University News | August 10, 2018
A group of international students participated in the “Sa-no-yu” Tea Ceremony for Science Communication course, a week-long program offered by the Hokkaido Summer Institute in collaboration with CoSTEP, a Hokkaido University educational organization for science and technology communication. Coming to Hokkaido University from China, Taiwan, Italy, and the Philippines, the students were able to give presentations about their research to guests in a specially built tea house located in a courtyard in Hokkaido University’s Higher Education Building.
“We created a tea room with an artist (Nyubo Abe), and I observe and research how people change their communication style inside,” said Associate Professor Motoko Okumoto, head teacher of the course and designer of the “Sa-no-yu” project. Started in Fukushima Prefecture after the March 11, 2011 earthquake and tsunami that devastated northern Japan, the project aimed to connect scientists and local residents to discuss plans for rebuilding and revitalizing the region. Okumoto explains that a tea room creates an intimate and familiar space, which allows for conversations to flow more freely than in a lecture or classroom situation. “Inside a tearoom, strangers can delve into familiar conversation immediately. It’s a comfortable space, but also an irregular one; it is a place where people can talk about concepts or ideas, rather than the ordinary.”
With this notion in mind, students in the course designed their own tea ceremony presentations from zero, starting by mapping out a storyboard to plan the flow of their presentations.
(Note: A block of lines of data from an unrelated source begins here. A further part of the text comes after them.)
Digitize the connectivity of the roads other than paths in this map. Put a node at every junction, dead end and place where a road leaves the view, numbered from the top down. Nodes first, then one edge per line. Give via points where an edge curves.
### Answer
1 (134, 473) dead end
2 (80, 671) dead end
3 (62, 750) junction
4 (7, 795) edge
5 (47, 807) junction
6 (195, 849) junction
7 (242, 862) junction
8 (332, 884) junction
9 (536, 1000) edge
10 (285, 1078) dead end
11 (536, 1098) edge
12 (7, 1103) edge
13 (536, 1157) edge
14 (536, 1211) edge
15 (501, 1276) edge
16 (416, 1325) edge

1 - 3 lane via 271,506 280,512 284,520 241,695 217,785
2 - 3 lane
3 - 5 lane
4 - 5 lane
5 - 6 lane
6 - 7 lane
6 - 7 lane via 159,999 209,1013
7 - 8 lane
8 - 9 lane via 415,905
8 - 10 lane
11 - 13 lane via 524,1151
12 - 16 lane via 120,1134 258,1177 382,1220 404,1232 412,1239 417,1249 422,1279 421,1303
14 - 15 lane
They also selected which tea cups would be used, how the tea room centerpiece would be decorated, and what Japanese sweets would pair well not only with the tea, but also with the ideas they were trying to convey. Hyunjung Park, an assistant professor of art in the CoSTEP program, introduced students to the ways that Japanese food could be symbolic, and advised students on how to select snacks that would be both culturally and thematically appropriate for the tea ceremony. “As an art project, they can focus on the concepts behind their research, rather than reality,” Park said. “Science is always trying to explain, but art allows people to connect scientific issues to their feelings and daily lives.”
On August 1st, students were finally able to conduct their tea ceremony and presentations in front of guests, who listened to and engaged with the students during their hour-long sessions. The inside of the tea house became quite warm throughout the afternoon, so cool tea was served. An open window in the room allowed for air to circulate, and also provided a picturesque backdrop to the student-prepared centerpiece.
Ming-Yen Hsiao, an engineering student from Taiwan, mentioned that he was excited to participate in the tea ceremony, noting “It’s different compared to other courses I took before, because students are able to work in small groups and combine their ideas with traditional Japanese culture. Italian chemistry student Lorenzo Marotti agreed, saying “This course combines communication skills and cultural insights into Japan, and as a scientist it’s very important for me to be able to deliver a message.” Pamela Renee Reyes, an undergraduate communications student from the Philippines, found the course interesting and said she would recommend it to Japanese undergraduate students who major in science. “It’s a platform for them to learn how to communicate their projects in English in a way that doesn’t come from the sciences,” she said.
The “Sa-no-yu” project has been running since 2013. The 2018 project ran from July 3rd to August 4th.